**Work instructions:**
A word-for-word transcription of every record is needed.

Saved data entries
++++++++

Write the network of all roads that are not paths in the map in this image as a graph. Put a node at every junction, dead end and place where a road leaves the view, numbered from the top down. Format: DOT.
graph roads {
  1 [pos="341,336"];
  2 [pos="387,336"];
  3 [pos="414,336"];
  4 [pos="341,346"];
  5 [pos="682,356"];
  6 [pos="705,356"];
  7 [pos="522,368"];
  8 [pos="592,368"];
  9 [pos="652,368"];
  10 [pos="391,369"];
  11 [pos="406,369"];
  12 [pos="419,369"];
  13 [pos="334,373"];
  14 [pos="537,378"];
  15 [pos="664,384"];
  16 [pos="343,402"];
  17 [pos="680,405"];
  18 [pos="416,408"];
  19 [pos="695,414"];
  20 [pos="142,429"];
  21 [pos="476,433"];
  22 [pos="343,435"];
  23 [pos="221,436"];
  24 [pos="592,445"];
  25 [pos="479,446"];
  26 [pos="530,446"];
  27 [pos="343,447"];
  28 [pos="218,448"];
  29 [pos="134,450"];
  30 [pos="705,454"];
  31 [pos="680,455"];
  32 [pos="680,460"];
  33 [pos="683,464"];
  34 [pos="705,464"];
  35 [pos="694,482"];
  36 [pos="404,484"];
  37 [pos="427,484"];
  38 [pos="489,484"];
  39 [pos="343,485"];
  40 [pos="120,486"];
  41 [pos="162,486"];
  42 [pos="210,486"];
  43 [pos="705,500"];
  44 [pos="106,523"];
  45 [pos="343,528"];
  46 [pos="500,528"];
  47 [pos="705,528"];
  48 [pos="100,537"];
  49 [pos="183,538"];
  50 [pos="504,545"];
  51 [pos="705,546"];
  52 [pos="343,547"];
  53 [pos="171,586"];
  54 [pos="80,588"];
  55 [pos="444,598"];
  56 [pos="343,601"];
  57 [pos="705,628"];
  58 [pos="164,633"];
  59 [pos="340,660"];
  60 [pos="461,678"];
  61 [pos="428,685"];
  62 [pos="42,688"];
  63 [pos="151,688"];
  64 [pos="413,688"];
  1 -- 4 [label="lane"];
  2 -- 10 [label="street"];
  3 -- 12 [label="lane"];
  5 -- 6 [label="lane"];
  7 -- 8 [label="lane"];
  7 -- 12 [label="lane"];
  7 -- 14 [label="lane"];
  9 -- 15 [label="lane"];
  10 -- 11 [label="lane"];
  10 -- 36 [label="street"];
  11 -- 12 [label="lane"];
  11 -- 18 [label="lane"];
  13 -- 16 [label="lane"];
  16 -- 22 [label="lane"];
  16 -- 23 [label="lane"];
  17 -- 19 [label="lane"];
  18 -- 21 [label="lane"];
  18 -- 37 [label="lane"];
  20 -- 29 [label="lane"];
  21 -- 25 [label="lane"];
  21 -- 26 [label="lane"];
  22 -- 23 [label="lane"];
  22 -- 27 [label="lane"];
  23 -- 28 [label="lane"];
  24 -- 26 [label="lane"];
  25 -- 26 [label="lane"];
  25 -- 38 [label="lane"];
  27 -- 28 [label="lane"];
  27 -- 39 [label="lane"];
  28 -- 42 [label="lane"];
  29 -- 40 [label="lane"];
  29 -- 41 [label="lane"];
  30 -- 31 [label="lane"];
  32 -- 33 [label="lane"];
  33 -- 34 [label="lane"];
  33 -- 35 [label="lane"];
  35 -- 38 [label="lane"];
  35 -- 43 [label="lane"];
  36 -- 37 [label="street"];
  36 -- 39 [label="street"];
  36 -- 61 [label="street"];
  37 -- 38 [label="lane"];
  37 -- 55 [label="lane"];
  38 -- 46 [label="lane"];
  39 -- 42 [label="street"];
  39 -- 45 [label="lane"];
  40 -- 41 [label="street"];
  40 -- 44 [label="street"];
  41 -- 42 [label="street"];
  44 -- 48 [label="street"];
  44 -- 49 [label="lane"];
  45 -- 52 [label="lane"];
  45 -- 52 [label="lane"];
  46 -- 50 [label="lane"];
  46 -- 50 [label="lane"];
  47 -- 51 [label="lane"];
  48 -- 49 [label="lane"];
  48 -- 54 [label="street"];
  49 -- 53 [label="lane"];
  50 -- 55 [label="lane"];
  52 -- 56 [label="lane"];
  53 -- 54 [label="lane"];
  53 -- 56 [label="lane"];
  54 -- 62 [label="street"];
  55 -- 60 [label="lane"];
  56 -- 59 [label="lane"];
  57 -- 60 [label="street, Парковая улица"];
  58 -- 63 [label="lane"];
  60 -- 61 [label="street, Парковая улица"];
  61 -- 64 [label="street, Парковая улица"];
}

++++++++

**Task output:**
Write the network of all roads that are not paths in the map in this image as a graph. Put a node at every junction, dead end and place where a road leaves the view, numbered from the top down. Format: DOT.
graph roads {
  1 [pos="341,336"];
  2 [pos="387,336"];
  3 [pos="414,336"];
  4 [pos="341,346"];
  5 [pos="682,356"];
  6 [pos="705,356"];
  7 [pos="522,368"];
  8 [pos="592,368"];
  9 [pos="652,368"];
  10 [pos="391,369"];
  11 [pos="406,369"];
  12 [pos="419,369"];
  13 [pos="334,373"];
  14 [pos="537,378"];
  15 [pos="664,384"];
  16 [pos="343,402"];
  17 [pos="680,405"];
  18 [pos="416,408"];
  19 [pos="695,414"];
  20 [pos="142,429"];
  21 [pos="476,433"];
  22 [pos="343,435"];
  23 [pos="221,436"];
  24 [pos="592,445"];
  25 [pos="479,446"];
  26 [pos="530,446"];
  27 [pos="343,447"];
  28 [pos="218,448"];
  29 [pos="134,450"];
  30 [pos="705,454"];
  31 [pos="680,455"];
  32 [pos="680,460"];
  33 [pos="683,464"];
  34 [pos="705,464"];
  35 [pos="694,482"];
  36 [pos="404,484"];
  37 [pos="427,484"];
  38 [pos="489,484"];
  39 [pos="343,485"];
  40 [pos="120,486"];
  41 [pos="162,486"];
  42 [pos="210,486"];
  43 [pos="705,500"];
  44 [pos="106,523"];
  45 [pos="343,528"];
  46 [pos="500,528"];
  47 [pos="705,528"];
  48 [pos="100,537"];
  49 [pos="183,538"];
  50 [pos="504,545"];
  51 [pos="705,546"];
  52 [pos="343,547"];
  53 [pos="171,586"];
  54 [pos="80,588"];
  55 [pos="444,598"];
  56 [pos="343,601"];
  57 [pos="705,628"];
  58 [pos="164,633"];
  59 [pos="340,660"];
  60 [pos="461,678"];
  61 [pos="428,685"];
  62 [pos="42,688"];
  63 [pos="151,688"];
  64 [pos="413,688"];
  1 -- 4 [label="lane"];
  2 -- 10 [label="street"];
  3 -- 12 [label="lane"];
  5 -- 6 [label="lane"];
  7 -- 8 [label="lane"];
  7 -- 12 [label="lane"];
  7 -- 14 [label="lane"];
  9 -- 15 [label="lane"];
  10 -- 11 [label="lane"];
  10 -- 36 [label="street"];
  11 -- 12 [label="lane"];
  11 -- 18 [label="lane"];
  13 -- 16 [label="lane"];
  16 -- 22 [label="lane"];
  16 -- 23 [label="lane"];
  17 -- 19 [label="lane"];
  18 -- 21 [label="lane"];
  18 -- 37 [label="lane"];
  20 -- 29 [label="lane"];
  21 -- 25 [label="lane"];
  21 -- 26 [label="lane"];
  22 -- 23 [label="lane"];
  22 -- 27 [label="lane"];
  23 -- 28 [label="lane"];
  24 -- 26 [label="lane"];
  25 -- 26 [label="lane"];
  25 -- 38 [label="lane"];
  27 -- 28 [label="lane"];
  27 -- 39 [label="lane"];
  28 -- 42 [label="lane"];
  29 -- 40 [label="lane"];
  29 -- 41 [label="lane"];
  30 -- 31 [label="lane"];
  32 -- 33 [label="lane"];
  33 -- 34 [label="lane"];
  33 -- 35 [label="lane"];
  35 -- 38 [label="lane"];
  35 -- 43 [label="lane"];
  36 -- 37 [label="street"];
  36 -- 39 [label="street"];
  36 -- 61 [label="street"];
  37 -- 38 [label="lane"];
  37 -- 55 [label="lane"];
  38 -- 46 [label="lane"];
  39 -- 42 [label="street"];
  39 -- 45 [label="lane"];
  40 -- 41 [label="street"];
  40 -- 44 [label="street"];
  41 -- 42 [label="street"];
  44 -- 48 [label="street"];
  44 -- 49 [label="lane"];
  45 -- 52 [label="lane"];
  45 -- 52 [label="lane"];
  46 -- 50 [label="lane"];
  46 -- 50 [label="lane"];
  47 -- 51 [label="lane"];
  48 -- 49 [label="lane"];
  48 -- 54 [label="street"];
  49 -- 53 [label="lane"];
  50 -- 55 [label="lane"];
  52 -- 56 [label="lane"];
  53 -- 54 [label="lane"];
  53 -- 56 [label="lane"];
  54 -- 62 [label="street"];
  55 -- 60 [label="lane"];
  56 -- 59 [label="lane"];
  57 -- 60 [label="street, Парковая улица"];
  58 -- 63 [label="lane"];
  60 -- 61 [label="street, Парковая улица"];
  61 -- 64 [label="street, Парковая улица"];
}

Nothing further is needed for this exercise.